A certain typing agency employs 2 typists. The average number of errors per article is 3 when typed by the first typist and 4.2 when typed by the second. If the article is equally likely to be typed by either typist, approximate the probability that it will have no errors.

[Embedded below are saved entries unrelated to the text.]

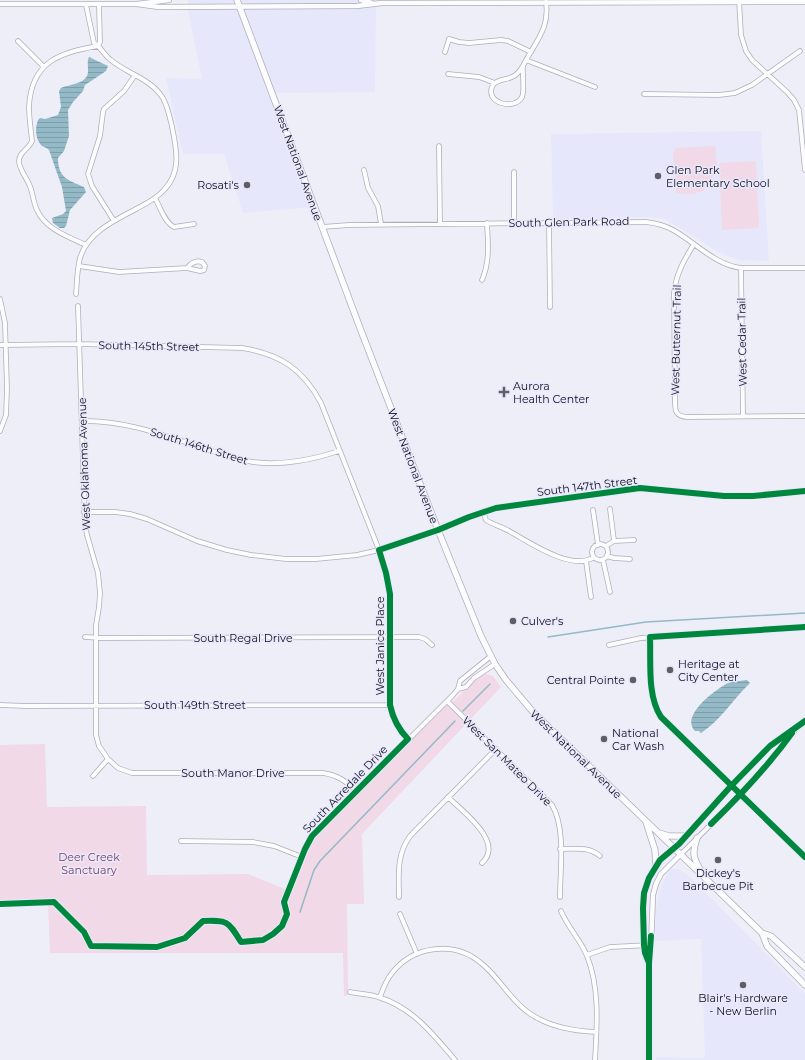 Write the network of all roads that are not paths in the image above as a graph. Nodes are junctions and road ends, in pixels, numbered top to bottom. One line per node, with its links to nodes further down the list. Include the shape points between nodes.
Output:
1 (168, 0): 11 (street)
2 (237, 0): 14 (main road, West National Avenue)
3 (360, 0): 9 (street)
4 (739, 1): 7 (street); 8 (street); 24 (street, via 741,35 746,51)
5 (429, 2): 6 (street); 9 (street)
6 (439, 2): 7 (street)
7 (546, 2): 19 (street, via 546,25)
8 (805, 2)
9 (373, 3): 14 (street, via 357,6)
10 (0, 4): 12 (street)
11 (137, 4): 13 (street); 14 (street, via 159,7)
12 (86, 5): 13 (street); 16 (street, via 94,43)
13 (99, 5): 16 (street)
14 (239, 7): 41 (main road, West National Avenue)
15 (18, 41): 22 (street)
16 (98, 46): 22 (street, via 69,51); 25 (street, via 111,60)
17 (800, 51): 24 (street)
18 (445, 52): 19 (street, via 449,39 469,43 508,41)
19 (530, 52): 20 (street)
20 (526, 60): 21 (street); 27 (street)
21 (524, 66): 26 (street, via 516,75); 26 (street, via 523,94 519,101 503,104 497,102 491,93)
22 (44, 67): 43 (street, via 36,79 30,98 32,141 20,156 19,163 37,210 46,224)
23 (448, 74): 26 (street, via 479,77)
24 (768, 74): 28 (street, via 744,90 727,94); 31 (street, via 792,97 799,110)
25 (135, 75): 33 (street, via 149,83 162,97 176,144 175,170 167,187); 34 (street, via 124,91 104,109 100,136 89,170 92,186)
26 (495, 83)
27 (595, 87)
28 (644, 94)
29 (439, 146): 40 (street)
30 (364, 170): 39 (street)
31 (805, 170)
32 (514, 172): 37 (street)
33 (155, 198): 34 (street); 38 (street, via 172,226)
34 (114, 221): 43 (street, via 98,232)
35 (548, 222): 37 (street, South Glen Park Road); 42 (street, South Glen Park Road, via 653,223 673,230); 52 (street)
36 (487, 223): 37 (street, South Glen Park Road); 40 (street, South Glen Park Road); 48 (street, via 488,260)
37 (514, 223)
38 (194, 224)
39 (382, 224): 40 (street, South Glen Park Road); 41 (street, South Glen Park Road)
40 (440, 224)
41 (322, 227): 67 (main road, West National Avenue)
42 (694, 244): 46 (street, South Glen Park Road, via 721,261); 57 (street, West Butternut Trail, via 680,268 674,293 676,412 687,417)
43 (86, 245): 44 (street)
44 (79, 266): 45 (street, via 119,272); 49 (street)
45 (187, 268)
46 (742, 268): 47 (street, South Glen Park Road); 57 (street, West Cedar Trail)
47 (805, 268)
48 (482, 280)
49 (76, 294)
50 (0, 299): 55 (street, via 5,323)
51 (78, 306): 53 (street, West Oklahoma Avenue)
52 (550, 307)
53 (79, 344): 55 (street, South 145th Street); 56 (street, South 145th Street, via 242,348 274,356); 59 (street, West Oklahoma Avenue)
54 (0, 345): 55 (street, South 145th Street)
55 (5, 345): 60 (street, via 7,410)
56 (293, 367): 61 (street, West Janice Place, via 307,380 317,395)
57 (743, 416): 58 (street)
58 (805, 416)
59 (82, 421): 61 (street, South 146th Street, via 128,425 257,463 299,462); 65 (street, West Oklahoma Avenue)
60 (0, 430)
61 (339, 451): 72 (street, West Janice Place)
62 (805, 492): 66 (street, South 147th Street, via 724,496 640,488)
63 (610, 509): 69 (street)
64 (594, 510): 70 (street)
65 (84, 512): 72 (street, South 147th Street, via 130,514 218,548 271,558 337,558); 84 (street, West Oklahoma Avenue, via 86,535 99,581)
66 (482, 512): 67 (street, South 147th Street); 77 (street, via 486,520 546,552)
67 (438, 530): 72 (street, South 147th Street); 87 (main road, West National Avenue)
68 (634, 540): 69 (street)
69 (614, 541): 71 (street)
70 (598, 545): 71 (street); 74 (street, via 593,550)
71 (606, 546): 73 (street)
72 (379, 550): 82 (street, West Janice Place, via 389,584)
73 (607, 556): 75 (street); 76 (street)
74 (594, 557): 76 (street); 77 (street)
75 (630, 558)
76 (603, 560): 78 (street)
77 (586, 561): 79 (street)
78 (610, 592)
79 (591, 596)
80 (805, 627): 83 (street)
81 (84, 637): 84 (street, South Regal Drive)
82 (390, 637): 84 (street, South Regal Drive); 85 (street, South Regal Drive, via 423,638); 92 (street, West Janice Place)
83 (650, 637): 86 (street); 100 (street, via 652,694 657,710 661,717)
84 (95, 638): 93 (street, West Oklahoma Avenue)
85 (432, 645)
86 (609, 645)
87 (491, 656): 88 (main road, West National Avenue); 89 (street, South Acredale Drive, via 460,681)
88 (495, 664): 89 (street, South Acredale Drive, via 474,678 466,687); 104 (main road, West National Avenue, via 533,712)
89 (458, 689): 90 (street, South Acredale Drive)
90 (447, 701): 96 (street, South Acredale Drive); 97 (street, West San Mateo Drive)
91 (0, 705): 93 (street, South 149th Street)
92 (390, 705): 93 (street, South 149th Street); 96 (street, West Janice Place, via 397,726)
93 (95, 706): 98 (street, West Oklahoma Avenue, via 97,740)
94 (805, 721): 95 (street)
95 (798, 725): 100 (street, via 770,746); 102 (street, via 777,754)
96 (408, 739): 101 (street, South Acredale Drive)
97 (496, 749): 103 (street); 110 (street, West San Mateo Drive, via 556,811 560,825)
98 (108, 760): 99 (street); 101 (street, South Manor Drive, via 118,768 139,773 323,773 345,780)
99 (93, 776)
100 (731, 786): 102 (street); 106 (street)
101 (356, 791): 113 (street, South Acredale Drive, via 312,836)
102 (741, 795): 107 (street); 114 (street)
103 (448, 797): 115 (street, via 487,840 489,850); 118 (street, via 404,845 398,865)
104 (646, 822): 105 (main road, West National Avenue); 116 (main road, via 655,850)
105 (657, 833): 106 (main road); 109 (main road, West National Avenue)
106 (686, 836): 109 (street)
107 (697, 838): 111 (street); 117 (main road, via 695,861)
108 (181, 842): 113 (street, via 253,842 274,846)
109 (674, 848): 111 (main road, West National Avenue); 116 (street)
110 (560, 849): 112 (street, via 590,849); 119 (street, West San Mateo Drive)
111 (680, 855): 117 (main road, West National Avenue); 125 (street, via 661,874 656,884 652,901)
112 (600, 856)
113 (302, 857): 120 (street, South Acredale Drive)
114 (805, 857)
115 (482, 862)
116 (656, 866): 124 (street, via 647,883 643,899)
117 (708, 881): 123 (main road, West National Avenue)
118 (399, 897)
119 (560, 897)
120 (284, 902)
121 (561, 911): 127 (street, via 568,927)
122 (400, 914): 126 (street)
123 (762, 933): 129 (main road, West National Avenue, via 771,936); 130 (main road, West National Avenue, via 767,946)
124 (644, 945): 125 (street); 127 (street, via 610,947); 128 (street)
125 (651, 945): 128 (street)
126 (417, 954): 132 (street, via 392,972); 133 (street, via 432,949 447,949 471,955 483,964 534,1017 558,1027)
127 (587, 955): 133 (street, via 595,989)
128 (649, 963): 136 (street)
129 (805, 968)
130 (805, 985)
131 (350, 992): 132 (street)
132 (380, 997): 134 (street, via 413,1014)
133 (596, 1032): 135 (street)
134 (455, 1060)
135 (595, 1060)
136 (649, 1060)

Here is my solution to the problem:

$E[X] = \sum_{x:p(x)>0} xp(x)$

$\implies E[X] = 3(.5) + 4.2(.5)$

$\implies E[X] = 3.6$

Assuming a Poisson Distribution, we can say the following:

$p(i) = \frac{e^{-\lambda}\lambda^i}{i!}$

$\implies p(0) = \frac{e^{-3.6}(3.6)^0}{0!}$

$\implies p(0) = e^{-3.6}$

However, here is the interesting part. Being quite the perfectionist, I look up all of the answers once I complete the homework. Doing so, I found a similar but different answer which proceeds like this:

$p(0) = p(0|T_1)P(T_1) + p(0|T_2)P(T_2)$

Assuming a Poisson Distribution:

$\implies p(0) = \frac{e^{-3}(3)^0}{0!}(.5) + \frac{e^{-4.2}(4.2)^0}{0!}(.5)$

$\implies p(0) = .5(e^{-3} + e^{-4.2})$

So, which of these are correct? Are they both correct? An explanation would be amazing.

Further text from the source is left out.